I avoided New Orleans on Interstate 10 by taking Interstate 12 northwest to Baton Rouge where it rejoins Interstate 10 to cross the Mississippi river. The Interstate 12 root may be shorter and it is certainly easier by avoiding downtown New Orleans. Shortly after I cross the river the road started to get interesting. For about 20 miles an elevated highway traverses a swamp. The road is basically two parallel bridges carrying two lanes in each direction. Occasionally you encounter a higher bridge to cross a levee, not a canal or river. It’s just the opposite of a dry land road. Of course there were two different vehicles broken down on this stretch of highway.

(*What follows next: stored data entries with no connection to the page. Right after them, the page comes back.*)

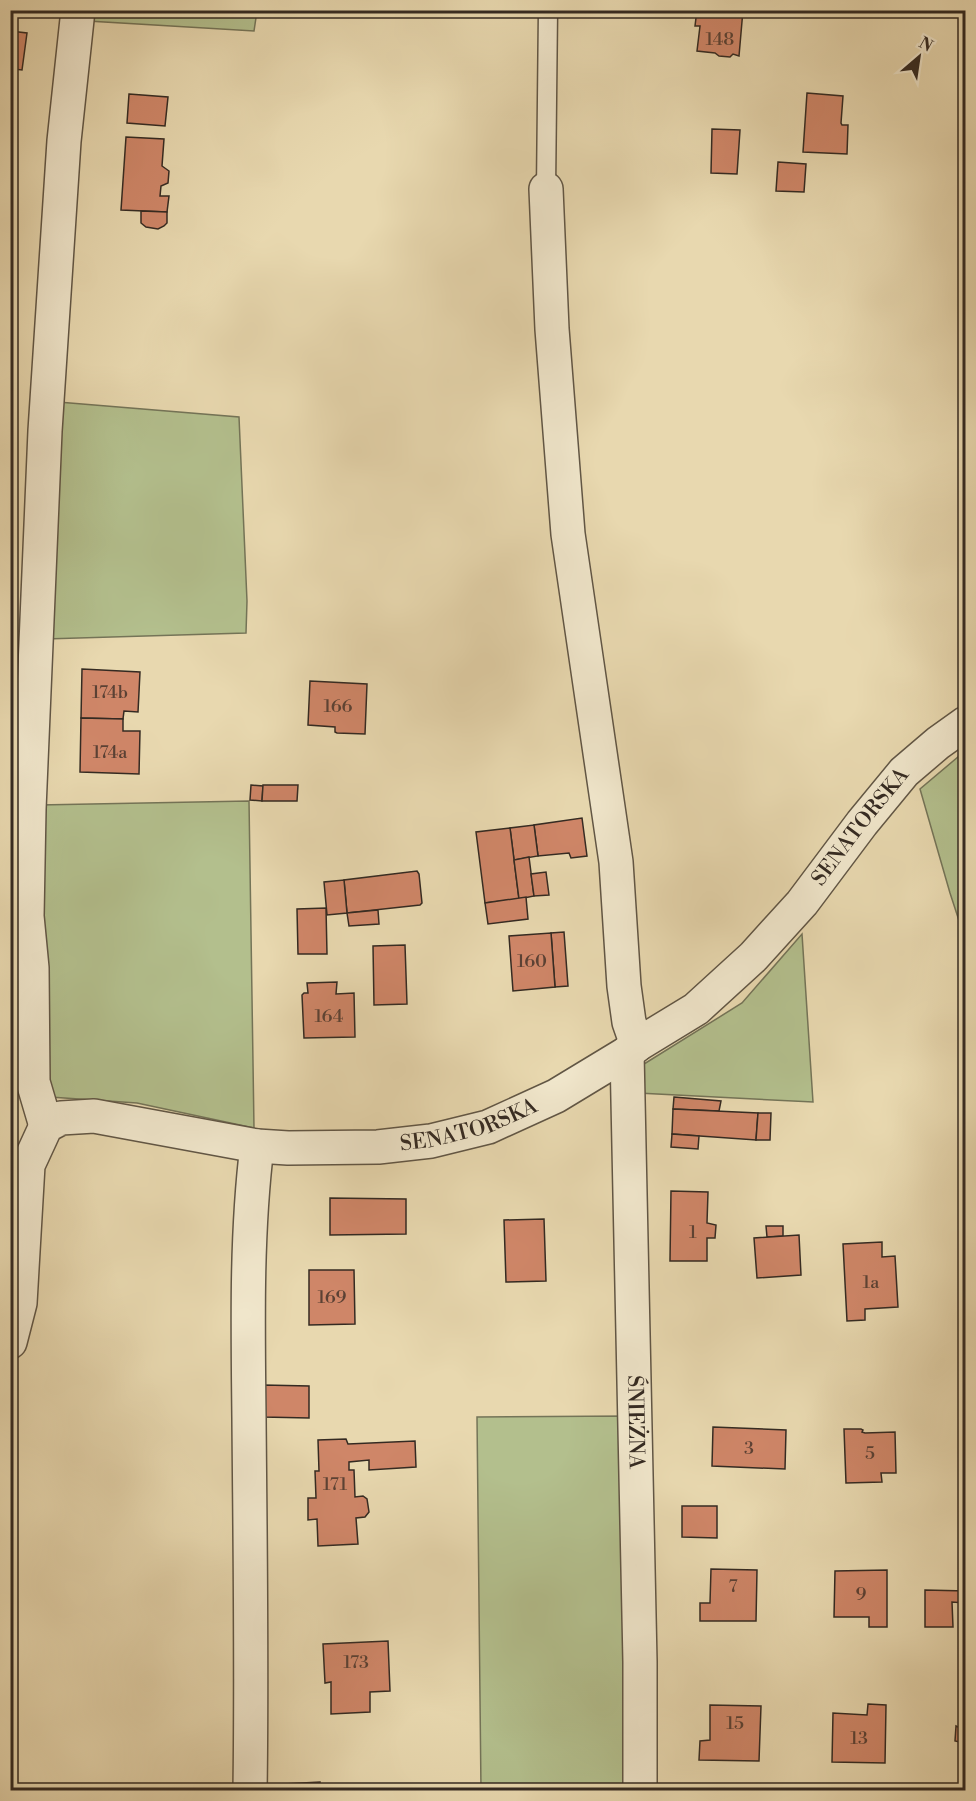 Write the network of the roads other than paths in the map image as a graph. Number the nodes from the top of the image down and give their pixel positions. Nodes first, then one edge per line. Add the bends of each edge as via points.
1 (78, 10) edge
2 (548, 10) edge
3 (546, 189) joint
4 (966, 723) edge
5 (632, 1049) junction
6 (46, 1126) junction
7 (256, 1146) junction
8 (10, 1342) edge
9 (250, 1791) edge
10 (640, 1791) edge

1 - 6 street via 64,141 45,431 29,809 27,916 32,968 33,1082
2 - 3 lane
3 - 5 street, ŚNIEŻNA via 568,534 616,862
4 - 5 street, SENATORSKA via 904,772 802,903 753,957 696,1009
5 - 7 street, SENATORSKA via 555,1096 489,1127 458,1136 378,1147
5 - 10 street, ŚNIEŻNA
6 - 7 street, SENATORSKA via 62,1118 94,1116
6 - 8 street via 28,1165 20,1303
7 - 9 street via 248,1276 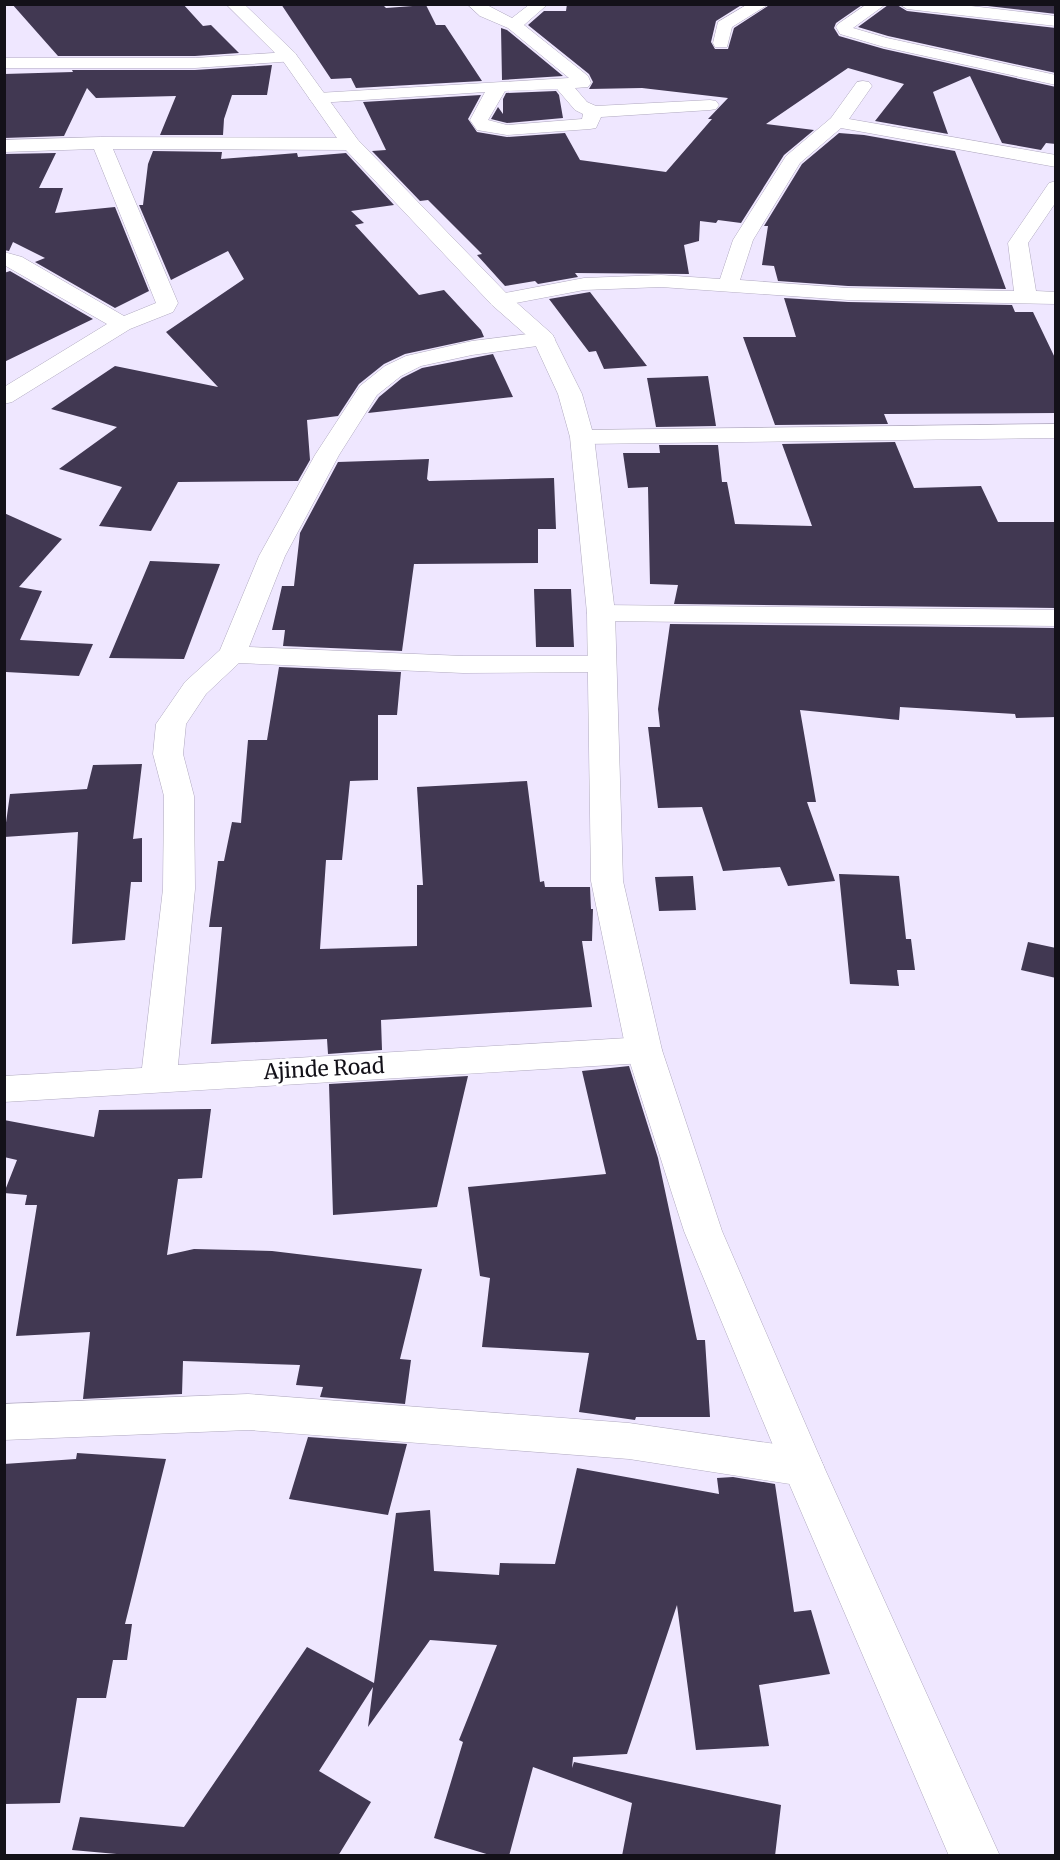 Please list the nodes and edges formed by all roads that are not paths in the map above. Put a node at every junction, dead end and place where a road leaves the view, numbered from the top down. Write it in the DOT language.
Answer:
graph roads {
  1 [pos="234,4"];
  2 [pos="475,4"];
  3 [pos="540,4"];
  4 [pos="761,4"];
  5 [pos="878,4"];
  6 [pos="907,4"];
  7 [pos="1056,21"];
  8 [pos="514,25"];
  9 [pos="721,43"];
  10 [pos="289,57"];
  11 [pos="11,58"];
  12 [pos="1056,80"];
  13 [pos="562,84"];
  14 [pos="500,86"];
  15 [pos="863,86"];
  16 [pos="318,98"];
  17 [pos="710,105"];
  18 [pos="593,112"];
  19 [pos="837,122"];
  20 [pos="101,143"];
  21 [pos="351,144"];
  22 [pos="4,146"];
  23 [pos="1056,162"];
  24 [pos="1056,187"];
  25 [pos="4,258"];
  26 [pos="728,285"];
  27 [pos="1026,297"];
  28 [pos="1056,298"];
  29 [pos="500,300"];
  30 [pos="122,324"];
  31 [pos="544,339"];
  32 [pos="4,397"];
  33 [pos="1056,431"];
  34 [pos="582,437"];
  35 [pos="601,613"];
  36 [pos="1056,618"];
  37 [pos="232,654"];
  38 [pos="602,664"];
  39 [pos="644,1050"];
  40 [pos="159,1079"];
  41 [pos="4,1089"];
  42 [pos="4,1422"];
  43 [pos="803,1467"];
  44 [pos="975,1856"];
  1 -- 10 [label="street"];
  2 -- 8 [label="street"];
  3 -- 8 [label="street"];
  4 -- 9 [label="street"];
  5 -- 12 [label="street"];
  6 -- 7 [label="street"];
  8 -- 13 [label="street"];
  10 -- 11 [label="street"];
  10 -- 16 [label="street"];
  13 -- 14 [label="street"];
  13 -- 18 [label="street"];
  14 -- 16 [label="street"];
  14 -- 18 [label="street"];
  15 -- 19 [label="street"];
  16 -- 21 [label="street"];
  17 -- 18 [label="street"];
  19 -- 23 [label="street"];
  19 -- 26 [label="street"];
  20 -- 21 [label="street"];
  20 -- 22 [label="street"];
  20 -- 30 [label="street"];
  21 -- 29 [label="street"];
  24 -- 27 [label="street"];
  25 -- 30 [label="street"];
  26 -- 27 [label="street"];
  26 -- 29 [label="street"];
  27 -- 28 [label="street"];
  29 -- 31 [label="street"];
  30 -- 32 [label="street"];
  31 -- 34 [label="street"];
  31 -- 37 [label="street"];
  33 -- 34 [label="street"];
  34 -- 35 [label="street"];
  35 -- 36 [label="street"];
  35 -- 38 [label="street"];
  37 -- 38 [label="street"];
  37 -- 40 [label="street"];
  38 -- 39 [label="street"];
  39 -- 40 [label="street, Ajinde Road"];
  39 -- 43 [label="street"];
  40 -- 41 [label="street, Ajinde Road"];
  42 -- 43 [label="street"];
  43 -- 44 [label="street"];
}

It really slowed things down.
The road surface on the long bridge wasn’t too bad, but soon after the bridge ended the road got terrible. The concrete road sections used to pave the highway were all curved. The joints at about 10 foot intervals were all higher than the center of the sections. The RV developed a real rough porpoise like ride. I still have more of this rough road surface to travel in the morning.
I am at the Lafayette LA KOA tonight. It is an older, but nice, park on the south side of the Interstate. My site looks out on a small pond with several families of ducks. The only indicator that I am now west of the Mississippi is the TV station call signs. They all begin with a “K” instead of a “W”.